**Work instruction:** Repeat the data below exactly, with every entry included.

**Data for processing:**
=== Section Start ===
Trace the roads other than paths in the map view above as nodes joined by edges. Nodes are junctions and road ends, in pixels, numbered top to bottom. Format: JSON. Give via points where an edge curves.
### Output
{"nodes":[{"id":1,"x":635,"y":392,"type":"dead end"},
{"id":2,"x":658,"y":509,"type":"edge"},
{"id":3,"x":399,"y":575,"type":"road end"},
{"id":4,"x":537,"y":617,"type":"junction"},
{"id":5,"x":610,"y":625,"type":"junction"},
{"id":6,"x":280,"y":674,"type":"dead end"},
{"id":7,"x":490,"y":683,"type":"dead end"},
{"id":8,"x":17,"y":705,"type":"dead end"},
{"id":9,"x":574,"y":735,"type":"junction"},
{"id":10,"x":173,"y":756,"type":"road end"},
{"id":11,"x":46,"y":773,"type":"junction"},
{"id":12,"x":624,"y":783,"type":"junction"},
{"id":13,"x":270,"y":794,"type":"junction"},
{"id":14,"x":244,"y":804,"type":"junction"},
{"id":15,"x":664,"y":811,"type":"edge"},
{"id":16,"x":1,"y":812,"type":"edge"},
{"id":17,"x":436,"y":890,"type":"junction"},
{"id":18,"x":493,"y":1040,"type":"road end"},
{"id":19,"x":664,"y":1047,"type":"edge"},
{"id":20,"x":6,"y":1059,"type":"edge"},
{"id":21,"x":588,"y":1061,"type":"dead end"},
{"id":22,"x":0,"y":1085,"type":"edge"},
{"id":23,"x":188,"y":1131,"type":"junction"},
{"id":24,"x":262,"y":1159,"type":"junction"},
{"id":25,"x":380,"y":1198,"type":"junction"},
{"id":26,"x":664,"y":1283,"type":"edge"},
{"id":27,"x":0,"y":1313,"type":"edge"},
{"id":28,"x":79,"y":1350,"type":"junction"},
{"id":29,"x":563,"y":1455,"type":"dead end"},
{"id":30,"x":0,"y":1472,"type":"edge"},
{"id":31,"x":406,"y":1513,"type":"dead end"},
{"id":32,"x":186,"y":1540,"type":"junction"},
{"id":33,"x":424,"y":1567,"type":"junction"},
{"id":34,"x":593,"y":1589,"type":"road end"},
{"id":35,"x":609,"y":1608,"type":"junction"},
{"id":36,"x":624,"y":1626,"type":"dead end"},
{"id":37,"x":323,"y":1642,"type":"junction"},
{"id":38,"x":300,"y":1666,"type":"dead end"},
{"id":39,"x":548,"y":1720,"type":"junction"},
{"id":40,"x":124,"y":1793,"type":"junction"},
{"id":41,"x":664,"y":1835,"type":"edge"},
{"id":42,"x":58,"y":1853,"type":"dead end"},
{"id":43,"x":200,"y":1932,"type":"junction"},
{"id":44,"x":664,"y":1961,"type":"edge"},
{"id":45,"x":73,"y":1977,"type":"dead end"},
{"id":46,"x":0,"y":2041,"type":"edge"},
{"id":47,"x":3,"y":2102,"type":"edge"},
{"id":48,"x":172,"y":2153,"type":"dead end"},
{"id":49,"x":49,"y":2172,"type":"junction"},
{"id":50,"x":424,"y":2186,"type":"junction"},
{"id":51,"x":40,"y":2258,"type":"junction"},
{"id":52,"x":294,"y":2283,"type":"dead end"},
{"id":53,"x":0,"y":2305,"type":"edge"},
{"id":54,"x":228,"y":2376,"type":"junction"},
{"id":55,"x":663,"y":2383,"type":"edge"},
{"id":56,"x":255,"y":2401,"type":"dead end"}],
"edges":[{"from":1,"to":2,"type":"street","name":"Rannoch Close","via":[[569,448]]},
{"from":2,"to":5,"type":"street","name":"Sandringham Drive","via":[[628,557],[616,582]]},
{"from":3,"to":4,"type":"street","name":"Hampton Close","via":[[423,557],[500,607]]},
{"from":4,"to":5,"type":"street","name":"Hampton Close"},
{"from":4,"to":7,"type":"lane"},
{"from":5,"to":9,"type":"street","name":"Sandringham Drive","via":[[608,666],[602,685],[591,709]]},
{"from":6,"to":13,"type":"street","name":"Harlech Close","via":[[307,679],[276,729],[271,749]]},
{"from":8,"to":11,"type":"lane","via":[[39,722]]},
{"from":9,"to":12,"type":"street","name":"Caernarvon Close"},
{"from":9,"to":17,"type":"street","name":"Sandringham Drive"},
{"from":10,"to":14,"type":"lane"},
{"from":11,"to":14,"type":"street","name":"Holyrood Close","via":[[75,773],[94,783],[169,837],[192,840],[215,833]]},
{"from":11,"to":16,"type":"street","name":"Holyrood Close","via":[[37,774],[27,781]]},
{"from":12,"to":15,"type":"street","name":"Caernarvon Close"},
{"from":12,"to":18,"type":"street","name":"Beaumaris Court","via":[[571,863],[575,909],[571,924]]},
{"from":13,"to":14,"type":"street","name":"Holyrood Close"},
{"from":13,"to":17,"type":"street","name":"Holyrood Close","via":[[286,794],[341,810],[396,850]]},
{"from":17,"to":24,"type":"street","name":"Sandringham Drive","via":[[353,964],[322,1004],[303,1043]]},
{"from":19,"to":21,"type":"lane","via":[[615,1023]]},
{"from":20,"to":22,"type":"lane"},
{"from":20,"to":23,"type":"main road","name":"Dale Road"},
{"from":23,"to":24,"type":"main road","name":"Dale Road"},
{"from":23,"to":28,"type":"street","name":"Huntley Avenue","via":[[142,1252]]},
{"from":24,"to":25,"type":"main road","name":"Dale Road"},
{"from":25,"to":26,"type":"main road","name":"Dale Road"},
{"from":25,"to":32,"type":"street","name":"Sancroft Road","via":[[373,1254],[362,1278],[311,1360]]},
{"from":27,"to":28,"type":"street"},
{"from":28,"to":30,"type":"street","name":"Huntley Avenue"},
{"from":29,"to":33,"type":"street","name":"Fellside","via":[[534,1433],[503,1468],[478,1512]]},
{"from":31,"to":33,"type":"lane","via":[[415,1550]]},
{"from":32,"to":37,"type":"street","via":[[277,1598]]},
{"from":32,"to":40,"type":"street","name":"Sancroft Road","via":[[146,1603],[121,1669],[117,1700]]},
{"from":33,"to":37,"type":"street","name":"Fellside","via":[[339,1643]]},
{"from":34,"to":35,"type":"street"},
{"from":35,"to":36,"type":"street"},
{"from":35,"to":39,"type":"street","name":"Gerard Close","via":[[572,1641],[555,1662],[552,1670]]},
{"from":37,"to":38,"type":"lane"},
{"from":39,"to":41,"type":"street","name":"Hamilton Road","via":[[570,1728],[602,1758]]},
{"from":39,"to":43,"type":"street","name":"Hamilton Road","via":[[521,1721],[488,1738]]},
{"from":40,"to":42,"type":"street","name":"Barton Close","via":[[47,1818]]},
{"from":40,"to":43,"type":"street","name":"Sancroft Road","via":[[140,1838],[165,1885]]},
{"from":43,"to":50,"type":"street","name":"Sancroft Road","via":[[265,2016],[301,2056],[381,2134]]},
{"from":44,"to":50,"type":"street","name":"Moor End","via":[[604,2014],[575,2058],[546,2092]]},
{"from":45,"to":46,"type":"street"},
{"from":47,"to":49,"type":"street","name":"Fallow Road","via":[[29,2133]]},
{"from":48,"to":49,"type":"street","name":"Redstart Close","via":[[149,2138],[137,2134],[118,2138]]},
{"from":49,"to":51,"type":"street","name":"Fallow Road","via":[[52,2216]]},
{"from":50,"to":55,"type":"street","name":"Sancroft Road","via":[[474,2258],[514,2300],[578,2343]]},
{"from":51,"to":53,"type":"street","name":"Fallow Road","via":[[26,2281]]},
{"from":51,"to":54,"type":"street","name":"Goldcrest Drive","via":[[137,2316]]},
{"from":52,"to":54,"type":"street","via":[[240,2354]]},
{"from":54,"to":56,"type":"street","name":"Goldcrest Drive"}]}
=== Section End ===
**Answer for the task:**
Trace the roads other than paths in the map view above as nodes joined by edges. Nodes are junctions and road ends, in pixels, numbered top to bottom. Format: JSON. Give via points where an edge curves.
### Output
{"nodes":[{"id":1,"x":635,"y":392,"type":"dead end"},
{"id":2,"x":658,"y":509,"type":"edge"},
{"id":3,"x":399,"y":575,"type":"road end"},
{"id":4,"x":537,"y":617,"type":"junction"},
{"id":5,"x":610,"y":625,"type":"junction"},
{"id":6,"x":280,"y":674,"type":"dead end"},
{"id":7,"x":490,"y":683,"type":"dead end"},
{"id":8,"x":17,"y":705,"type":"dead end"},
{"id":9,"x":574,"y":735,"type":"junction"},
{"id":10,"x":173,"y":756,"type":"road end"},
{"id":11,"x":46,"y":773,"type":"junction"},
{"id":12,"x":624,"y":783,"type":"junction"},
{"id":13,"x":270,"y":794,"type":"junction"},
{"id":14,"x":244,"y":804,"type":"junction"},
{"id":15,"x":664,"y":811,"type":"edge"},
{"id":16,"x":1,"y":812,"type":"edge"},
{"id":17,"x":436,"y":890,"type":"junction"},
{"id":18,"x":493,"y":1040,"type":"road end"},
{"id":19,"x":664,"y":1047,"type":"edge"},
{"id":20,"x":6,"y":1059,"type":"edge"},
{"id":21,"x":588,"y":1061,"type":"dead end"},
{"id":22,"x":0,"y":1085,"type":"edge"},
{"id":23,"x":188,"y":1131,"type":"junction"},
{"id":24,"x":262,"y":1159,"type":"junction"},
{"id":25,"x":380,"y":1198,"type":"junction"},
{"id":26,"x":664,"y":1283,"type":"edge"},
{"id":27,"x":0,"y":1313,"type":"edge"},
{"id":28,"x":79,"y":1350,"type":"junction"},
{"id":29,"x":563,"y":1455,"type":"dead end"},
{"id":30,"x":0,"y":1472,"type":"edge"},
{"id":31,"x":406,"y":1513,"type":"dead end"},
{"id":32,"x":186,"y":1540,"type":"junction"},
{"id":33,"x":424,"y":1567,"type":"junction"},
{"id":34,"x":593,"y":1589,"type":"road end"},
{"id":35,"x":609,"y":1608,"type":"junction"},
{"id":36,"x":624,"y":1626,"type":"dead end"},
{"id":37,"x":323,"y":1642,"type":"junction"},
{"id":38,"x":300,"y":1666,"type":"dead end"},
{"id":39,"x":548,"y":1720,"type":"junction"},
{"id":40,"x":124,"y":1793,"type":"junction"},
{"id":41,"x":664,"y":1835,"type":"edge"},
{"id":42,"x":58,"y":1853,"type":"dead end"},
{"id":43,"x":200,"y":1932,"type":"junction"},
{"id":44,"x":664,"y":1961,"type":"edge"},
{"id":45,"x":73,"y":1977,"type":"dead end"},
{"id":46,"x":0,"y":2041,"type":"edge"},
{"id":47,"x":3,"y":2102,"type":"edge"},
{"id":48,"x":172,"y":2153,"type":"dead end"},
{"id":49,"x":49,"y":2172,"type":"junction"},
{"id":50,"x":424,"y":2186,"type":"junction"},
{"id":51,"x":40,"y":2258,"type":"junction"},
{"id":52,"x":294,"y":2283,"type":"dead end"},
{"id":53,"x":0,"y":2305,"type":"edge"},
{"id":54,"x":228,"y":2376,"type":"junction"},
{"id":55,"x":663,"y":2383,"type":"edge"},
{"id":56,"x":255,"y":2401,"type":"dead end"}],
"edges":[{"from":1,"to":2,"type":"street","name":"Rannoch Close","via":[[569,448]]},
{"from":2,"to":5,"type":"street","name":"Sandringham Drive","via":[[628,557],[616,582]]},
{"from":3,"to":4,"type":"street","name":"Hampton Close","via":[[423,557],[500,607]]},
{"from":4,"to":5,"type":"street","name":"Hampton Close"},
{"from":4,"to":7,"type":"lane"},
{"from":5,"to":9,"type":"street","name":"Sandringham Drive","via":[[608,666],[602,685],[591,709]]},
{"from":6,"to":13,"type":"street","name":"Harlech Close","via":[[307,679],[276,729],[271,749]]},
{"from":8,"to":11,"type":"lane","via":[[39,722]]},
{"from":9,"to":12,"type":"street","name":"Caernarvon Close"},
{"from":9,"to":17,"type":"street","name":"Sandringham Drive"},
{"from":10,"to":14,"type":"lane"},
{"from":11,"to":14,"type":"street","name":"Holyrood Close","via":[[75,773],[94,783],[169,837],[192,840],[215,833]]},
{"from":11,"to":16,"type":"street","name":"Holyrood Close","via":[[37,774],[27,781]]},
{"from":12,"to":15,"type":"street","name":"Caernarvon Close"},
{"from":12,"to":18,"type":"street","name":"Beaumaris Court","via":[[571,863],[575,909],[571,924]]},
{"from":13,"to":14,"type":"street","name":"Holyrood Close"},
{"from":13,"to":17,"type":"street","name":"Holyrood Close","via":[[286,794],[341,810],[396,850]]},
{"from":17,"to":24,"type":"street","name":"Sandringham Drive","via":[[353,964],[322,1004],[303,1043]]},
{"from":19,"to":21,"type":"lane","via":[[615,1023]]},
{"from":20,"to":22,"type":"lane"},
{"from":20,"to":23,"type":"main road","name":"Dale Road"},
{"from":23,"to":24,"type":"main road","name":"Dale Road"},
{"from":23,"to":28,"type":"street","name":"Huntley Avenue","via":[[142,1252]]},
{"from":24,"to":25,"type":"main road","name":"Dale Road"},
{"from":25,"to":26,"type":"main road","name":"Dale Road"},
{"from":25,"to":32,"type":"street","name":"Sancroft Road","via":[[373,1254],[362,1278],[311,1360]]},
{"from":27,"to":28,"type":"street"},
{"from":28,"to":30,"type":"street","name":"Huntley Avenue"},
{"from":29,"to":33,"type":"street","name":"Fellside","via":[[534,1433],[503,1468],[478,1512]]},
{"from":31,"to":33,"type":"lane","via":[[415,1550]]},
{"from":32,"to":37,"type":"street","via":[[277,1598]]},
{"from":32,"to":40,"type":"street","name":"Sancroft Road","via":[[146,1603],[121,1669],[117,1700]]},
{"from":33,"to":37,"type":"street","name":"Fellside","via":[[339,1643]]},
{"from":34,"to":35,"type":"street"},
{"from":35,"to":36,"type":"street"},
{"from":35,"to":39,"type":"street","name":"Gerard Close","via":[[572,1641],[555,1662],[552,1670]]},
{"from":37,"to":38,"type":"lane"},
{"from":39,"to":41,"type":"street","name":"Hamilton Road","via":[[570,1728],[602,1758]]},
{"from":39,"to":43,"type":"street","name":"Hamilton Road","via":[[521,1721],[488,1738]]},
{"from":40,"to":42,"type":"street","name":"Barton Close","via":[[47,1818]]},
{"from":40,"to":43,"type":"street","name":"Sancroft Road","via":[[140,1838],[165,1885]]},
{"from":43,"to":50,"type":"street","name":"Sancroft Road","via":[[265,2016],[301,2056],[381,2134]]},
{"from":44,"to":50,"type":"street","name":"Moor End","via":[[604,2014],[575,2058],[546,2092]]},
{"from":45,"to":46,"type":"street"},
{"from":47,"to":49,"type":"street","name":"Fallow Road","via":[[29,2133]]},
{"from":48,"to":49,"type":"street","name":"Redstart Close","via":[[149,2138],[137,2134],[118,2138]]},
{"from":49,"to":51,"type":"street","name":"Fallow Road","via":[[52,2216]]},
{"from":50,"to":55,"type":"street","name":"Sancroft Road","via":[[474,2258],[514,2300],[578,2343]]},
{"from":51,"to":53,"type":"street","name":"Fallow Road","via":[[26,2281]]},
{"from":51,"to":54,"type":"street","name":"Goldcrest Drive","via":[[137,2316]]},
{"from":52,"to":54,"type":"street","via":[[240,2354]]},
{"from":54,"to":56,"type":"street","name":"Goldcrest Drive"}]}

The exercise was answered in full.